**** Input material ****

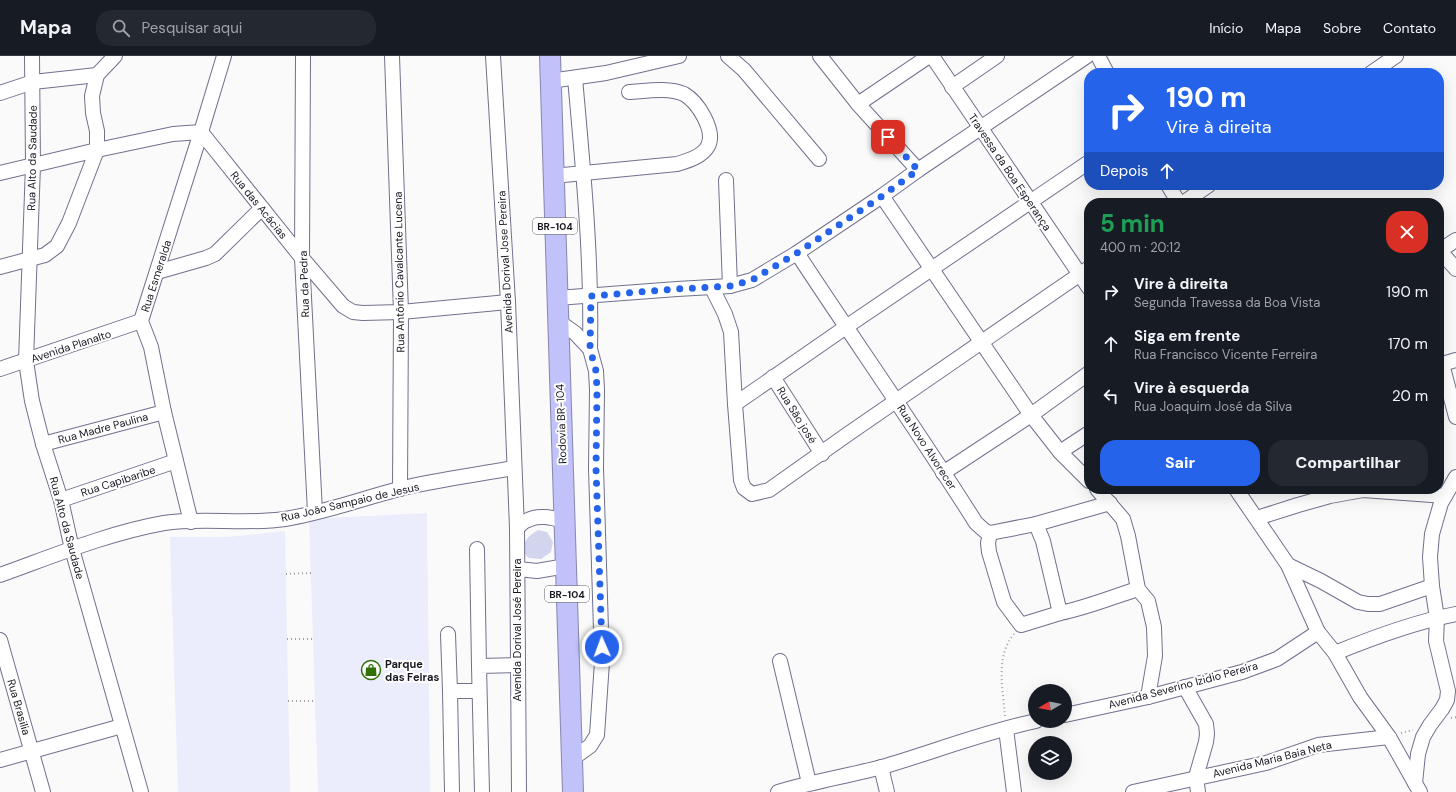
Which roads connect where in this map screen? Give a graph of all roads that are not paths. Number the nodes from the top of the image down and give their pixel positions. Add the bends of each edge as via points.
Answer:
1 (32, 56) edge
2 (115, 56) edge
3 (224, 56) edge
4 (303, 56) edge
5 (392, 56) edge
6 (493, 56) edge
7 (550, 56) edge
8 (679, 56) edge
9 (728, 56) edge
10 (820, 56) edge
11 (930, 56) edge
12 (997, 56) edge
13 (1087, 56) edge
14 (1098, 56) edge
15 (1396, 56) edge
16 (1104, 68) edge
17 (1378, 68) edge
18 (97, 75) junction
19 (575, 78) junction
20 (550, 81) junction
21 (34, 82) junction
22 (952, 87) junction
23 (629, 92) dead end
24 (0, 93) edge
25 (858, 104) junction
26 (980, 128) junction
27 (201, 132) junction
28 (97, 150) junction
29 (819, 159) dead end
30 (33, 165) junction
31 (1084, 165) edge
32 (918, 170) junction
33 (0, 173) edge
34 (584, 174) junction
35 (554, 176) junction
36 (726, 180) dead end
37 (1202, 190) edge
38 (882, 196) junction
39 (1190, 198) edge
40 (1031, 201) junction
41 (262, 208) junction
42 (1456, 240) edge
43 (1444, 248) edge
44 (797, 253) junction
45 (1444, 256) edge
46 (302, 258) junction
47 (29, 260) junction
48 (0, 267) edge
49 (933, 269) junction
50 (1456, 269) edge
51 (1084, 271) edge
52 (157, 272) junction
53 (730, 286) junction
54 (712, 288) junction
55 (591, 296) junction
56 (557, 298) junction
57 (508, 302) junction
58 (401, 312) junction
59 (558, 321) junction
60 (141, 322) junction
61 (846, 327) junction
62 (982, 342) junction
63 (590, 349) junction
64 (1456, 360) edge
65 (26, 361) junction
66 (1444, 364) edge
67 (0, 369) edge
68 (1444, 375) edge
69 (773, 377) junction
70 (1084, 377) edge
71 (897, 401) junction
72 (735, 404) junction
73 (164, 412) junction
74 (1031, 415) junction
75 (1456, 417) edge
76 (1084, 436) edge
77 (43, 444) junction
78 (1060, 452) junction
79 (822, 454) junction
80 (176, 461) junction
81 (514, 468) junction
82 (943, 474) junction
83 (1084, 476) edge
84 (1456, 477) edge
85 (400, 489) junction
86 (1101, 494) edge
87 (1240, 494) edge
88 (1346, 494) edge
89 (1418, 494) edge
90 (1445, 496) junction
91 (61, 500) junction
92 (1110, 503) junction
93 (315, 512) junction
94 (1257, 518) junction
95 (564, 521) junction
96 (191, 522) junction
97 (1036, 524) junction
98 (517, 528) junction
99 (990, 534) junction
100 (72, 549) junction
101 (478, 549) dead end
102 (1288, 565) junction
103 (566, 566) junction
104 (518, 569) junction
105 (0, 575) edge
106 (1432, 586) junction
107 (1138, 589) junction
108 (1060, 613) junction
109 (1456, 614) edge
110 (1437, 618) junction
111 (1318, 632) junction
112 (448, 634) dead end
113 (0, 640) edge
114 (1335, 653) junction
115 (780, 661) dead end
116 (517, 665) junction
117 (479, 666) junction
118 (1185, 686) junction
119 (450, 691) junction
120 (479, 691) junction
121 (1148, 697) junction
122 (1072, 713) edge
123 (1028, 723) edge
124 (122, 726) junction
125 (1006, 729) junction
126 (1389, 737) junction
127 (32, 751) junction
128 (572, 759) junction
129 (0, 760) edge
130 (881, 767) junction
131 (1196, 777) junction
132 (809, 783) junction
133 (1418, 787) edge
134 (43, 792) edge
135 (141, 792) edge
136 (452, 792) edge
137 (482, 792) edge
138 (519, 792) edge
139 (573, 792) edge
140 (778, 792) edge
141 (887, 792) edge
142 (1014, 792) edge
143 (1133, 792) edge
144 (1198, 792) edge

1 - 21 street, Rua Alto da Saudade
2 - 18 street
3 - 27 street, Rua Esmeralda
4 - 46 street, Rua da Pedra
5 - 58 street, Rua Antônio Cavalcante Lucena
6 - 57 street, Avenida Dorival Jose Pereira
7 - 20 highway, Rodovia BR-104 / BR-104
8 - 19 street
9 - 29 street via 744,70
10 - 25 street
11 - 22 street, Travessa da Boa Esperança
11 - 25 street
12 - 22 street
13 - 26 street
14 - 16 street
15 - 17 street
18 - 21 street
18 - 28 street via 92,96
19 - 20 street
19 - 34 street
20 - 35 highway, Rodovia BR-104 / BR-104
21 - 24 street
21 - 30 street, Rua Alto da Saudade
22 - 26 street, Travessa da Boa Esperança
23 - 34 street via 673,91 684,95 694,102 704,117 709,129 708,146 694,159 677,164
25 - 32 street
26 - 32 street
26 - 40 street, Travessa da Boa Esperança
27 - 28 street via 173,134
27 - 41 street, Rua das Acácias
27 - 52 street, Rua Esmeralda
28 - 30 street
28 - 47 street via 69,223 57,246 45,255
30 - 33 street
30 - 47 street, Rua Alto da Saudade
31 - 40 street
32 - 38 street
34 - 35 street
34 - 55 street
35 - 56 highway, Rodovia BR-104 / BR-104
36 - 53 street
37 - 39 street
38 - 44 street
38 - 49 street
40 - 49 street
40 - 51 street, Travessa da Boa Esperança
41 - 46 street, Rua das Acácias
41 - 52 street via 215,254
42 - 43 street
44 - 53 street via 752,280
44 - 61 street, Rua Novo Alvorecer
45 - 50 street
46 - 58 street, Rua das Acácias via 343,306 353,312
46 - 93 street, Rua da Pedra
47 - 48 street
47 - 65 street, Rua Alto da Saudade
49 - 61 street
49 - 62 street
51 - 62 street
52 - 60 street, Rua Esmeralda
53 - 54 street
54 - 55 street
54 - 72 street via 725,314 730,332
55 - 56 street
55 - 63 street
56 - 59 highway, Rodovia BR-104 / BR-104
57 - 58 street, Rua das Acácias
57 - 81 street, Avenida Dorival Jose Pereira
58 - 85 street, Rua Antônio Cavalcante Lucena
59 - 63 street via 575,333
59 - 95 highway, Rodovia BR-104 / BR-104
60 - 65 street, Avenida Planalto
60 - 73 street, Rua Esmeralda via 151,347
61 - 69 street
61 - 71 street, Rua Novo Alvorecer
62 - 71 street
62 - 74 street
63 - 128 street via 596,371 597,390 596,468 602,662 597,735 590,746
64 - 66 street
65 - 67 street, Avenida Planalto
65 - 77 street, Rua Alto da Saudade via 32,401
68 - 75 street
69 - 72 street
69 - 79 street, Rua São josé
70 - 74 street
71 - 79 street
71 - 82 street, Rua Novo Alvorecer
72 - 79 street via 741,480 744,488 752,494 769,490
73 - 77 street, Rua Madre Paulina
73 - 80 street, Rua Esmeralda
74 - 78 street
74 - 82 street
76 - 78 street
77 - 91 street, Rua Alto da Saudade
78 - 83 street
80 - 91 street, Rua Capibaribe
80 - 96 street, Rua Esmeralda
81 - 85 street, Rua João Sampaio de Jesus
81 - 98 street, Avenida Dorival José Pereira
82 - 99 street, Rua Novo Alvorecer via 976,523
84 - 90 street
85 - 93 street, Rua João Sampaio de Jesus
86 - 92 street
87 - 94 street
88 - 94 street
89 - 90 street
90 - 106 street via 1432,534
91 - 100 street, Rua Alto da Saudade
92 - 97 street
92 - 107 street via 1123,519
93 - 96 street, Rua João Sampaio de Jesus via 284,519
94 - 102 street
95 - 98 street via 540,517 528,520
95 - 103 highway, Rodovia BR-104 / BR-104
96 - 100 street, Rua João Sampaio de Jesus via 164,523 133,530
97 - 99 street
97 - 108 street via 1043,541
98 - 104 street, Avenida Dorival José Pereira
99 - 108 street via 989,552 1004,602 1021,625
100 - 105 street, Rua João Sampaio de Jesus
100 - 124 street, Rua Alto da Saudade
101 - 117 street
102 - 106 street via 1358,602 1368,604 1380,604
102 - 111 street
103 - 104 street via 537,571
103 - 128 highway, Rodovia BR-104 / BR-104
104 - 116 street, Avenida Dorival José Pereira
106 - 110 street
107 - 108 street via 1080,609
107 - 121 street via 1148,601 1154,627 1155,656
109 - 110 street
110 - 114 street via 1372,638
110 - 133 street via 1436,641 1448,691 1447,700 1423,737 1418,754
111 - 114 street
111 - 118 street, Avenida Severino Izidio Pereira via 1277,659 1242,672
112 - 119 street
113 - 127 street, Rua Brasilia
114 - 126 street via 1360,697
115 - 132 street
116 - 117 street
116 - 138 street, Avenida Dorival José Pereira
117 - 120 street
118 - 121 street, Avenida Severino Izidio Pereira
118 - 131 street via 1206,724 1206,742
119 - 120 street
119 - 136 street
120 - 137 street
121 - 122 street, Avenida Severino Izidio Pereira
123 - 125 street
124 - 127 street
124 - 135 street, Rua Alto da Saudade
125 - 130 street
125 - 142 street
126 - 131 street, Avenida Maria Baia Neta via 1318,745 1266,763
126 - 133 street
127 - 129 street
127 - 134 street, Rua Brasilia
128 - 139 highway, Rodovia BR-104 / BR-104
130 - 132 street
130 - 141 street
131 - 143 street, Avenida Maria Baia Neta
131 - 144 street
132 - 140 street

****

Instructions to follow | Whenever a line in the data holds "Neta", copy that line.

Exercise solution |
126 - 131 street, Avenida Maria Baia Neta via 1318,745 1266,763
131 - 143 street, Avenida Maria Baia Neta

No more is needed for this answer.